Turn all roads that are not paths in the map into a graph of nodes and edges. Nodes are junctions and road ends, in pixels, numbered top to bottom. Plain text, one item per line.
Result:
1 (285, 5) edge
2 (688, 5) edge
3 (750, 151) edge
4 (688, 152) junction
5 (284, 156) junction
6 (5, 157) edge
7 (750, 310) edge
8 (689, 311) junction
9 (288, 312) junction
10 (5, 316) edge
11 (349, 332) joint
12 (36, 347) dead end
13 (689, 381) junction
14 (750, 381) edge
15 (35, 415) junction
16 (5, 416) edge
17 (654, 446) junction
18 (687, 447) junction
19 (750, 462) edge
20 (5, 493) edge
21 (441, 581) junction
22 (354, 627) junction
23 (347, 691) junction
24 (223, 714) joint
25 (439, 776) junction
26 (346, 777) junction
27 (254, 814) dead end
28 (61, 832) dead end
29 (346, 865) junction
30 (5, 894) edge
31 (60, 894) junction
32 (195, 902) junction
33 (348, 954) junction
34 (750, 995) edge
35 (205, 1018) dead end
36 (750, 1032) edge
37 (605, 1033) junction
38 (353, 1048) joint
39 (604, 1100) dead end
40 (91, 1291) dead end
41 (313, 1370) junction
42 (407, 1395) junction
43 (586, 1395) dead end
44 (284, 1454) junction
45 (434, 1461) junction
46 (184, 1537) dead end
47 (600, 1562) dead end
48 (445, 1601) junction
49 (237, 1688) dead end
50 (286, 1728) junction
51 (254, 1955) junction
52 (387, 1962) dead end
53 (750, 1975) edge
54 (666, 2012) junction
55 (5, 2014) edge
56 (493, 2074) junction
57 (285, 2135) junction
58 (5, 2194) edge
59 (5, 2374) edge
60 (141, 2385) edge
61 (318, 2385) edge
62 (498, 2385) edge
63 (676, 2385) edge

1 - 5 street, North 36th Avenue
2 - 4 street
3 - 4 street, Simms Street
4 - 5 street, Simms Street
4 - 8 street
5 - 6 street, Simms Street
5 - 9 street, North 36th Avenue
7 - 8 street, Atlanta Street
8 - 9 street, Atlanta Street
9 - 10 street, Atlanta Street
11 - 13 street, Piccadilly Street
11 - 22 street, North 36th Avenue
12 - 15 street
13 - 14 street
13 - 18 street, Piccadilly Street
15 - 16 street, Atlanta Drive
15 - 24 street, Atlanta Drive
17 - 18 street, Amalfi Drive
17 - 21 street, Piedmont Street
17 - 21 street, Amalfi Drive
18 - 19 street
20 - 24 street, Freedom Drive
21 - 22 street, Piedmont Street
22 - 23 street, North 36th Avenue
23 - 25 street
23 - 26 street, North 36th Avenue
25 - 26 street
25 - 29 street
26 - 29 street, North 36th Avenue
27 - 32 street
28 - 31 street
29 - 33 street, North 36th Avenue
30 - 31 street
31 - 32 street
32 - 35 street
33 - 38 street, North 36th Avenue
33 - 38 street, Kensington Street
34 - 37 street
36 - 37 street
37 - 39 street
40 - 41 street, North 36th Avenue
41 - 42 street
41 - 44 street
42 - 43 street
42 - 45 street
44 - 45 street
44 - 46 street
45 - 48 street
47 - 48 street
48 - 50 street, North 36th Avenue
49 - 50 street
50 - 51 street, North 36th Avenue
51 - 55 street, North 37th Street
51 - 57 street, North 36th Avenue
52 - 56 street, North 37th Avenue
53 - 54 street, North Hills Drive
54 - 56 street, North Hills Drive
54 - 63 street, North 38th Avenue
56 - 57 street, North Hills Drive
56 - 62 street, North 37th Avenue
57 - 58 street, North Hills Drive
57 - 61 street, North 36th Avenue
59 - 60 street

********

◆ Problem requirements
The full listing must be retyped precisely, with no line left out.

◆ Answer space
Turn all roads that are not paths in the map into a graph of nodes and edges. Nodes are junctions and road ends, in pixels, numbered top to bottom. Plain text, one item per line.
Result:
1 (285, 5) edge
2 (688, 5) edge
3 (750, 151) edge
4 (688, 152) junction
5 (284, 156) junction
6 (5, 157) edge
7 (750, 310) edge
8 (689, 311) junction
9 (288, 312) junction
10 (5, 316) edge
11 (349, 332) joint
12 (36, 347) dead end
13 (689, 381) junction
14 (750, 381) edge
15 (35, 415) junction
16 (5, 416) edge
17 (654, 446) junction
18 (687, 447) junction
19 (750, 462) edge
20 (5, 493) edge
21 (441, 581) junction
22 (354, 627) junction
23 (347, 691) junction
24 (223, 714) joint
25 (439, 776) junction
26 (346, 777) junction
27 (254, 814) dead end
28 (61, 832) dead end
29 (346, 865) junction
30 (5, 894) edge
31 (60, 894) junction
32 (195, 902) junction
33 (348, 954) junction
34 (750, 995) edge
35 (205, 1018) dead end
36 (750, 1032) edge
37 (605, 1033) junction
38 (353, 1048) joint
39 (604, 1100) dead end
40 (91, 1291) dead end
41 (313, 1370) junction
42 (407, 1395) junction
43 (586, 1395) dead end
44 (284, 1454) junction
45 (434, 1461) junction
46 (184, 1537) dead end
47 (600, 1562) dead end
48 (445, 1601) junction
49 (237, 1688) dead end
50 (286, 1728) junction
51 (254, 1955) junction
52 (387, 1962) dead end
53 (750, 1975) edge
54 (666, 2012) junction
55 (5, 2014) edge
56 (493, 2074) junction
57 (285, 2135) junction
58 (5, 2194) edge
59 (5, 2374) edge
60 (141, 2385) edge
61 (318, 2385) edge
62 (498, 2385) edge
63 (676, 2385) edge

1 - 5 street, North 36th Avenue
2 - 4 street
3 - 4 street, Simms Street
4 - 5 street, Simms Street
4 - 8 street
5 - 6 street, Simms Street
5 - 9 street, North 36th Avenue
7 - 8 street, Atlanta Street
8 - 9 street, Atlanta Street
9 - 10 street, Atlanta Street
11 - 13 street, Piccadilly Street
11 - 22 street, North 36th Avenue
12 - 15 street
13 - 14 street
13 - 18 street, Piccadilly Street
15 - 16 street, Atlanta Drive
15 - 24 street, Atlanta Drive
17 - 18 street, Amalfi Drive
17 - 21 street, Piedmont Street
17 - 21 street, Amalfi Drive
18 - 19 street
20 - 24 street, Freedom Drive
21 - 22 street, Piedmont Street
22 - 23 street, North 36th Avenue
23 - 25 street
23 - 26 street, North 36th Avenue
25 - 26 street
25 - 29 street
26 - 29 street, North 36th Avenue
27 - 32 street
28 - 31 street
29 - 33 street, North 36th Avenue
30 - 31 street
31 - 32 street
32 - 35 street
33 - 38 street, North 36th Avenue
33 - 38 street, Kensington Street
34 - 37 street
36 - 37 street
37 - 39 street
40 - 41 street, North 36th Avenue
41 - 42 street
41 - 44 street
42 - 43 street
42 - 45 street
44 - 45 street
44 - 46 street
45 - 48 street
47 - 48 street
48 - 50 street, North 36th Avenue
49 - 50 street
50 - 51 street, North 36th Avenue
51 - 55 street, North 37th Street
51 - 57 street, North 36th Avenue
52 - 56 street, North 37th Avenue
53 - 54 street, North Hills Drive
54 - 56 street, North Hills Drive
54 - 63 street, North 38th Avenue
56 - 57 street, North Hills Drive
56 - 62 street, North 37th Avenue
57 - 58 street, North Hills Drive
57 - 61 street, North 36th Avenue
59 - 60 street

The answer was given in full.